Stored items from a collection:
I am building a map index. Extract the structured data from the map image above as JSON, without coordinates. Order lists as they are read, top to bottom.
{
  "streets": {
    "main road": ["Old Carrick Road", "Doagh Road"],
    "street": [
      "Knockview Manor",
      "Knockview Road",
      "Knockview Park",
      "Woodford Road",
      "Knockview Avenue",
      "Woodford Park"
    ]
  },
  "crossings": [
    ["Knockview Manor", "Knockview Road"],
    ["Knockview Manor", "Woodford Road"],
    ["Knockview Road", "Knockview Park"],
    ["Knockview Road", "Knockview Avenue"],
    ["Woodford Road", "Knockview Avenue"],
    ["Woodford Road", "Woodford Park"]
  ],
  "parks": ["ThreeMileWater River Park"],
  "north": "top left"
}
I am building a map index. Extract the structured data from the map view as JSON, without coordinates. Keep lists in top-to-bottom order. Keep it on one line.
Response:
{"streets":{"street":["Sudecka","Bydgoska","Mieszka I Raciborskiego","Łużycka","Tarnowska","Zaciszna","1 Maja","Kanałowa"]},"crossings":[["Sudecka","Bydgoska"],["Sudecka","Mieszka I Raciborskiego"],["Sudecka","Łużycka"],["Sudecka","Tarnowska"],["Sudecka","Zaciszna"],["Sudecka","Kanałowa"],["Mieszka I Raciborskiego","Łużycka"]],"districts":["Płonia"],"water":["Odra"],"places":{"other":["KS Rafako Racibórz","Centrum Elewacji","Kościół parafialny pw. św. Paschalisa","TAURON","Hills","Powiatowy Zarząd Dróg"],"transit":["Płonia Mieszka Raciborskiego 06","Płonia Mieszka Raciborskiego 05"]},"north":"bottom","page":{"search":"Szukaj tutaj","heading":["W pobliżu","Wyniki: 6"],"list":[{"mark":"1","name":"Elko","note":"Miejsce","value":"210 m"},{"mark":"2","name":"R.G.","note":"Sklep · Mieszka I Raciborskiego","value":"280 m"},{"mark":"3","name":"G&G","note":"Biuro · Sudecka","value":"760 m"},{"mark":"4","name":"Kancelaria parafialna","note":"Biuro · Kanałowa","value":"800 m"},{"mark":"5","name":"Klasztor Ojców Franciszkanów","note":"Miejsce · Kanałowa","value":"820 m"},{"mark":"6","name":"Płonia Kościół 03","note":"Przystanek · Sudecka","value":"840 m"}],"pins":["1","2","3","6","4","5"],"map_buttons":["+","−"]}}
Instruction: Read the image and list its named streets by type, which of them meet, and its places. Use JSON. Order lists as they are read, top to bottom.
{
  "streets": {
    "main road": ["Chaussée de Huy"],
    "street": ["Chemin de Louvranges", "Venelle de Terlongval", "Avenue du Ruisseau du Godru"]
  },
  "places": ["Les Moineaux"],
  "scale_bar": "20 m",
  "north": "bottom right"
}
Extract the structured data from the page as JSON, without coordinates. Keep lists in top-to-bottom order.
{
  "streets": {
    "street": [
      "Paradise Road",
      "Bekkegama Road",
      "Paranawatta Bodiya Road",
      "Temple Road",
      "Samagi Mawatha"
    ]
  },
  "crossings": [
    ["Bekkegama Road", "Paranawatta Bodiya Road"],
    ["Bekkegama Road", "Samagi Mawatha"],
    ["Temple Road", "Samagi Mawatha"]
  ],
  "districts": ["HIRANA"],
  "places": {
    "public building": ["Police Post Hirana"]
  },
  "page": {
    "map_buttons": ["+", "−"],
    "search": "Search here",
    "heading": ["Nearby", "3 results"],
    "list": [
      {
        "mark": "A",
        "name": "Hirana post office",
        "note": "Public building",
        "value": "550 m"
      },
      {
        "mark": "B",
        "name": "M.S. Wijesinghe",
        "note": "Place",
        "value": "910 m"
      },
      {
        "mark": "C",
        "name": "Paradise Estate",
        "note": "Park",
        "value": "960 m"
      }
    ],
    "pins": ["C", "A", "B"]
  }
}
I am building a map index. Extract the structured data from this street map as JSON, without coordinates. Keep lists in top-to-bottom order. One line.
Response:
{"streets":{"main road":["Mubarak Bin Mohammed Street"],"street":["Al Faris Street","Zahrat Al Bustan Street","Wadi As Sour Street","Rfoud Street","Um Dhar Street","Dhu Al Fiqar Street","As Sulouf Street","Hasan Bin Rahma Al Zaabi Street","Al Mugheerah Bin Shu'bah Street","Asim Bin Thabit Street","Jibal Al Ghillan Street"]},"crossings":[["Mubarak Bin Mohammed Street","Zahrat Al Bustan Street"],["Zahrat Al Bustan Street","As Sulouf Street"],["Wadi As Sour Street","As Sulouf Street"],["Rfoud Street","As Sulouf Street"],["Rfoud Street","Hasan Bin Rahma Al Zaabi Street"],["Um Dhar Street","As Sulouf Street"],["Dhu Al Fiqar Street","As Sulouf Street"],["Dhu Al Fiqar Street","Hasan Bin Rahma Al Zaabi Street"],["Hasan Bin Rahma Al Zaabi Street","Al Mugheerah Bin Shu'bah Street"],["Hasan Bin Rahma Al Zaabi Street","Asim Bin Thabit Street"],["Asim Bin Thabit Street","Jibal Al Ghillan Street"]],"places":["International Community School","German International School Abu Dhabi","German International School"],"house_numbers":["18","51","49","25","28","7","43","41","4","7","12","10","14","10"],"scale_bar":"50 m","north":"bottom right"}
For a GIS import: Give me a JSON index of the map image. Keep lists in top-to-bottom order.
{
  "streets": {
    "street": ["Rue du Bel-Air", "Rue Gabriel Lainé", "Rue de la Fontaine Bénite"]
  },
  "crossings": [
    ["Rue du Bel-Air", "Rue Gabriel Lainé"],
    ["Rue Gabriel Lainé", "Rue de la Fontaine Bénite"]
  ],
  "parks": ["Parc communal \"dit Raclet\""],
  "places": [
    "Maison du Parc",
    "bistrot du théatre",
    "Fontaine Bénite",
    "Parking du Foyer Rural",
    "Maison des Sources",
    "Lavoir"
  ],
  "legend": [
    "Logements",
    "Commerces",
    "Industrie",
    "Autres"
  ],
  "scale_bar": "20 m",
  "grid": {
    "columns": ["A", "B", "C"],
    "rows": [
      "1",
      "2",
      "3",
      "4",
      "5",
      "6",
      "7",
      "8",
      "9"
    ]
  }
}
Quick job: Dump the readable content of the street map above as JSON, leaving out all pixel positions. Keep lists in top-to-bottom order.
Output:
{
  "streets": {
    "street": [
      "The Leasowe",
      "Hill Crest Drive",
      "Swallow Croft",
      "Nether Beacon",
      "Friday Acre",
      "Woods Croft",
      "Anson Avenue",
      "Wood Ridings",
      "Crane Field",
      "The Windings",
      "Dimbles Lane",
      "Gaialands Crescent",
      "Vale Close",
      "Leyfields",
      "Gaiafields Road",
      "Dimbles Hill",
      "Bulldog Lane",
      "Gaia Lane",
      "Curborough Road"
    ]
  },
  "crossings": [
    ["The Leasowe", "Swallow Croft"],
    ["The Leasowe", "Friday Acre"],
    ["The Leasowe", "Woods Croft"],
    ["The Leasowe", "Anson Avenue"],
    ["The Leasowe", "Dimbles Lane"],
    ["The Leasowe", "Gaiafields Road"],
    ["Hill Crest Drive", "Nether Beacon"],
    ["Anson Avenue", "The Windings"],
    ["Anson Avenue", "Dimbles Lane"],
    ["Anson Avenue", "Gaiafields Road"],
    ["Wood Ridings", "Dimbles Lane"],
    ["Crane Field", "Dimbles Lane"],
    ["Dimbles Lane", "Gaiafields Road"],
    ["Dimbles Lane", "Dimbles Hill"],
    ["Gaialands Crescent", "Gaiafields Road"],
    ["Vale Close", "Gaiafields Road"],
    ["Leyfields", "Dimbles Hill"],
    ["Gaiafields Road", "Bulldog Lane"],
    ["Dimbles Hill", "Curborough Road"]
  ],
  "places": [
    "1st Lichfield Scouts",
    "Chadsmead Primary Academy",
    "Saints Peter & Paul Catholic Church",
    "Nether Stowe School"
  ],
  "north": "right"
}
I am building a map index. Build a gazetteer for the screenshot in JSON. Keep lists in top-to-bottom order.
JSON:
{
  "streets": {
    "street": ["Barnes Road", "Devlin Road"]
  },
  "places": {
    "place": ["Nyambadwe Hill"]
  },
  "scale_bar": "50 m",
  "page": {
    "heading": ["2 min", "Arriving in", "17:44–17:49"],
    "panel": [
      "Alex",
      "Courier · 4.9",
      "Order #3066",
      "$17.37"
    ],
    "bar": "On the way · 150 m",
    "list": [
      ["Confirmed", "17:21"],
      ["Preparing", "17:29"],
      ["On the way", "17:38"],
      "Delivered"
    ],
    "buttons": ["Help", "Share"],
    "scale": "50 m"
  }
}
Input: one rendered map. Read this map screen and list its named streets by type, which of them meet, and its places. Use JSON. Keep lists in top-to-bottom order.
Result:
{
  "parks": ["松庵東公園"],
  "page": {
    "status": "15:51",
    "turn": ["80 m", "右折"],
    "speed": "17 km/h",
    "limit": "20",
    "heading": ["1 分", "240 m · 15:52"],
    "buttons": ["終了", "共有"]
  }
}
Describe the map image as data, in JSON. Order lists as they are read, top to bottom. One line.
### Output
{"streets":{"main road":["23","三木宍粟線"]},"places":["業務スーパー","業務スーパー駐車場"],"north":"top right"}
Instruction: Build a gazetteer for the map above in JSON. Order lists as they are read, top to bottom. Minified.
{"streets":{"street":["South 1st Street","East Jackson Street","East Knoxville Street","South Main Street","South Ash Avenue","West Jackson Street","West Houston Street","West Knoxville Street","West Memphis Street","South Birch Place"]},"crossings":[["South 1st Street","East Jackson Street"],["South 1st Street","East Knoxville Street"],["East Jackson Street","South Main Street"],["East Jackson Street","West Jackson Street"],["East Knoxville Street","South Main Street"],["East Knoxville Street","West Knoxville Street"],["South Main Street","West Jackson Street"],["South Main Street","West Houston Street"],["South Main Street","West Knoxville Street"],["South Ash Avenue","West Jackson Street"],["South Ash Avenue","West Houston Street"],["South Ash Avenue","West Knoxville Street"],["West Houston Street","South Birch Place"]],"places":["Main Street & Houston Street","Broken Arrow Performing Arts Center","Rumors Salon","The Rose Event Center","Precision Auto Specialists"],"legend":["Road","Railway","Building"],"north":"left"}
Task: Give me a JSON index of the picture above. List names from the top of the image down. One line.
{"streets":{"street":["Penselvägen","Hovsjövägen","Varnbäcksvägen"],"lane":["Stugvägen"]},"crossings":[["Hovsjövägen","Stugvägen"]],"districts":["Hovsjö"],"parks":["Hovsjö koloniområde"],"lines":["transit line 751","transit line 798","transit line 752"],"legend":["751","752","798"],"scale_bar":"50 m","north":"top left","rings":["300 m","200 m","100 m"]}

* [Task goal]:
Which lines of the records above hold the word "this"? Copy each one out.

* [Exercise answer]:
I am building a map index. Extract the structured data from this street map as JSON, without coordinates. Keep lists in top-to-bottom order. One line.
Input: one rendered map. Read this map screen and list its named streets by type, which of them meet, and its places. Use JSON. Keep lists in top-to-bottom order.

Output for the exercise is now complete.